* [REQUIRED ACTION]
Output a faithful copy of the entries, every picture removed.

= Beginning of Section =

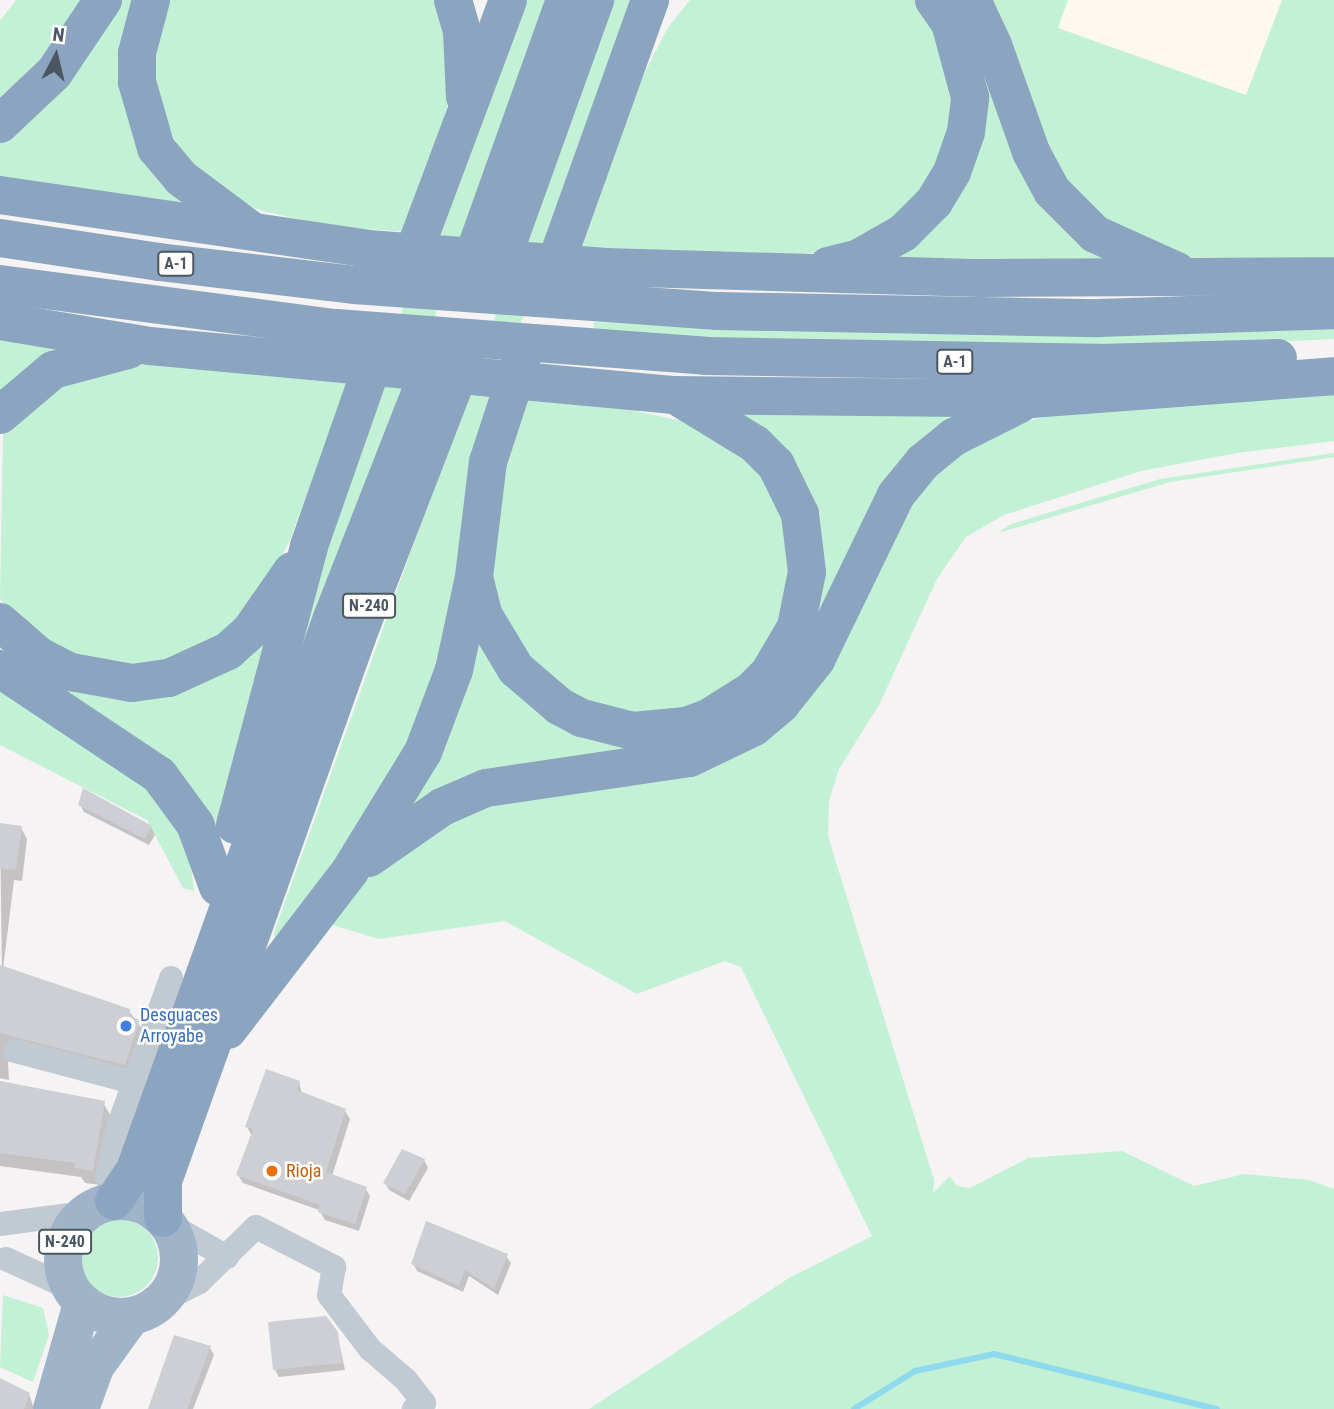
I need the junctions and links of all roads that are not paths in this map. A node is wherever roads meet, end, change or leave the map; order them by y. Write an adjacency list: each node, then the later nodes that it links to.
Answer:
1 (103, 0): 13 (highway)
2 (151, 0): 15 (highway)
3 (453, 0): 12 (highway)
4 (508, 0): 12 (highway)
5 (565, 0): 35 (highway, N-240)
6 (595, 0): 38 (highway, N-240)
7 (650, 0): 11 (highway)
8 (675, 0): 11 (highway)
9 (934, 0): 17 (highway)
10 (972, 0): 19 (highway)
11 (622, 81): 30 (highway)
12 (466, 113): 29 (highway)
13 (0, 124)
14 (0, 195): 15 (highway)
15 (258, 234): 17 (highway)
16 (0, 238): 21 (highway, A-1)
17 (796, 274): 19 (highway)
18 (1334, 276): 19 (highway)
19 (1192, 277)
20 (0, 284): 24 (highway, A-1)
21 (1334, 310)
22 (0, 321): 23 (highway)
23 (150, 346): 26 (highway); 28 (highway)
24 (1334, 356)
25 (1334, 376): 27 (highway)
26 (672, 395): 27 (highway); 30 (highway)
27 (1031, 400): 33 (highway)
28 (0, 415)
29 (309, 546): 31 (highway); 34 (highway)
30 (474, 577): 33 (highway)
31 (0, 622)
32 (0, 669): 34 (highway)
33 (350, 872): 38 (highway)
34 (218, 887): 35 (highway)
35 (208, 960): 40 (highway, N-240)
36 (171, 978): 39 (street)
37 (15, 1051): 39 (street)
38 (205, 1059): 41 (highway, N-240)
39 (136, 1083): 40 (street)
40 (106, 1202): 41 (highway); 42 (street); 45 (highway, N-240)
41 (165, 1221): 43 (street); 46 (highway, N-240)
42 (5, 1225): 44 (street)
43 (227, 1257): 46 (street); 49 (street)
44 (3, 1264): 45 (street)
45 (76, 1296): 46 (highway); 47 (highway, N-240)
46 (147, 1308): 48 (highway, N-240)
47 (52, 1409)
48 (80, 1409)
49 (414, 1409)

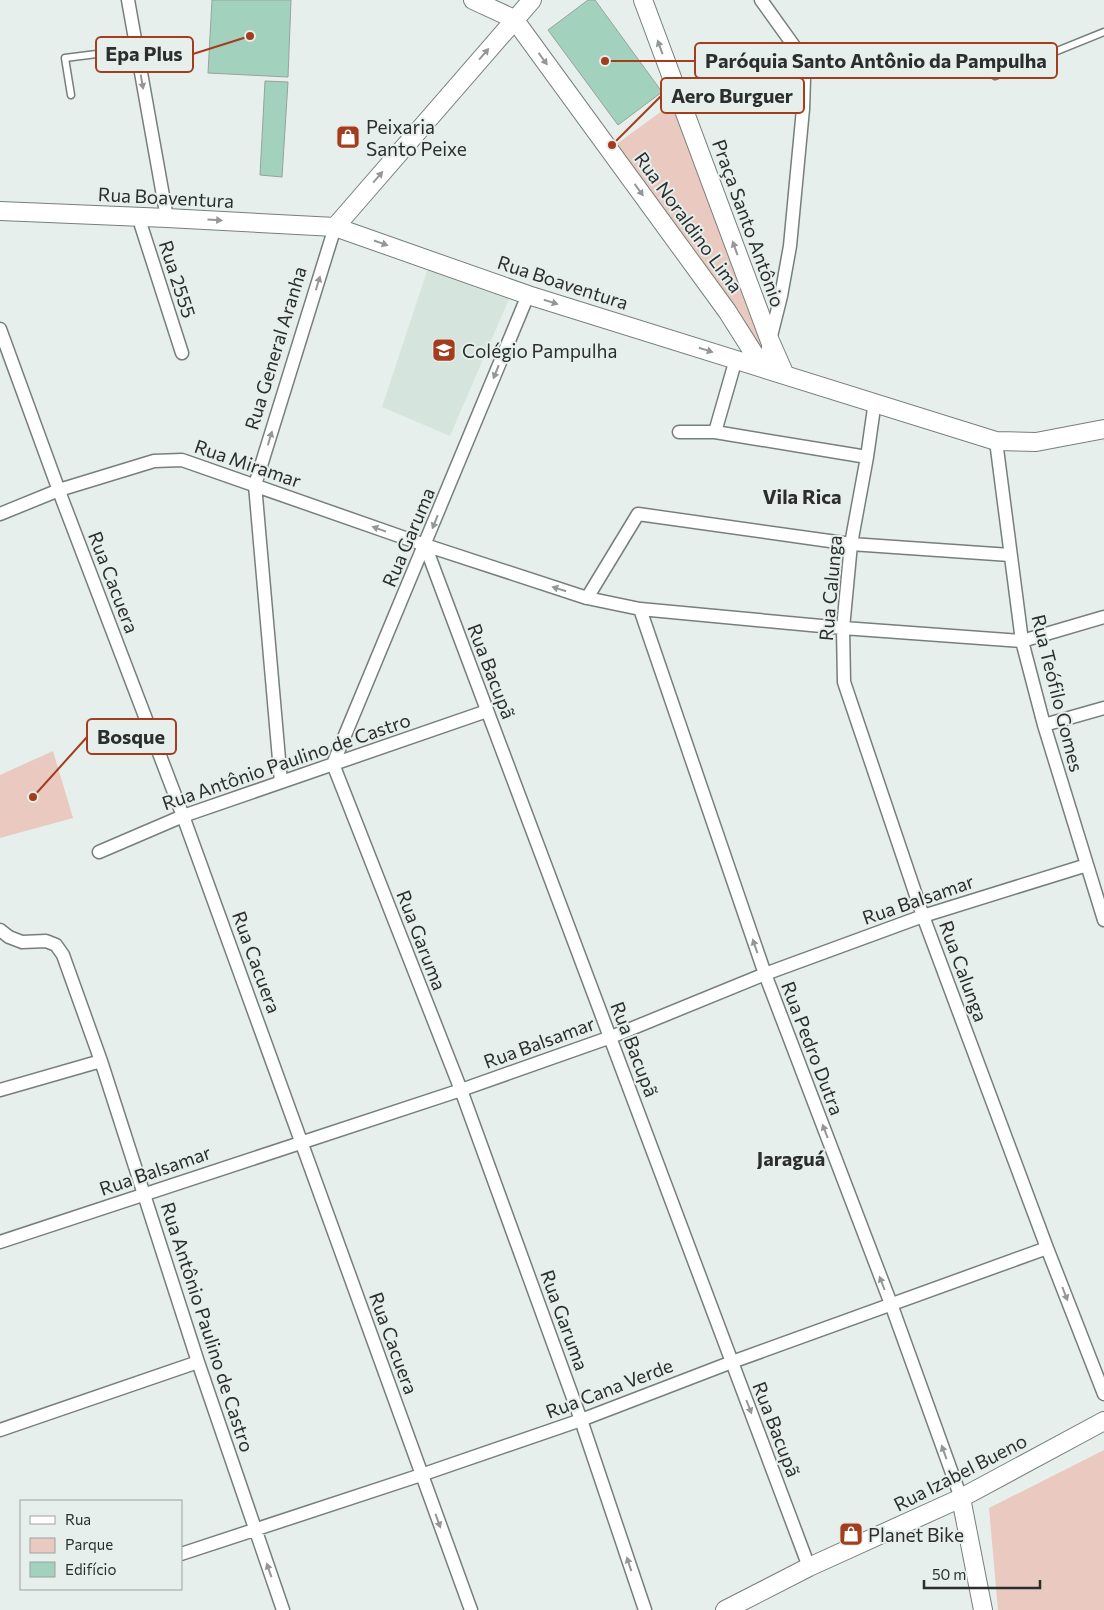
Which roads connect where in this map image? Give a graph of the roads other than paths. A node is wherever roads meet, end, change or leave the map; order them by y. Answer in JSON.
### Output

= End of Section =

* [ANSWER BELOW]
I need the junctions and links of all roads that are not paths in this map. A node is wherever roads meet, end, change or leave the map; order them by y. Write an adjacency list: each node, then the later nodes that it links to.
Answer:
1 (103, 0): 13 (highway)
2 (151, 0): 15 (highway)
3 (453, 0): 12 (highway)
4 (508, 0): 12 (highway)
5 (565, 0): 35 (highway, N-240)
6 (595, 0): 38 (highway, N-240)
7 (650, 0): 11 (highway)
8 (675, 0): 11 (highway)
9 (934, 0): 17 (highway)
10 (972, 0): 19 (highway)
11 (622, 81): 30 (highway)
12 (466, 113): 29 (highway)
13 (0, 124)
14 (0, 195): 15 (highway)
15 (258, 234): 17 (highway)
16 (0, 238): 21 (highway, A-1)
17 (796, 274): 19 (highway)
18 (1334, 276): 19 (highway)
19 (1192, 277)
20 (0, 284): 24 (highway, A-1)
21 (1334, 310)
22 (0, 321): 23 (highway)
23 (150, 346): 26 (highway); 28 (highway)
24 (1334, 356)
25 (1334, 376): 27 (highway)
26 (672, 395): 27 (highway); 30 (highway)
27 (1031, 400): 33 (highway)
28 (0, 415)
29 (309, 546): 31 (highway); 34 (highway)
30 (474, 577): 33 (highway)
31 (0, 622)
32 (0, 669): 34 (highway)
33 (350, 872): 38 (highway)
34 (218, 887): 35 (highway)
35 (208, 960): 40 (highway, N-240)
36 (171, 978): 39 (street)
37 (15, 1051): 39 (street)
38 (205, 1059): 41 (highway, N-240)
39 (136, 1083): 40 (street)
40 (106, 1202): 41 (highway); 42 (street); 45 (highway, N-240)
41 (165, 1221): 43 (street); 46 (highway, N-240)
42 (5, 1225): 44 (street)
43 (227, 1257): 46 (street); 49 (street)
44 (3, 1264): 45 (street)
45 (76, 1296): 46 (highway); 47 (highway, N-240)
46 (147, 1308): 48 (highway, N-240)
47 (52, 1409)
48 (80, 1409)
49 (414, 1409)

Which roads connect where in this map image? Give a graph of the roads other than paths. A node is wherever roads meet, end, change or leave the map; order them by y. Answer in JSON.
### Output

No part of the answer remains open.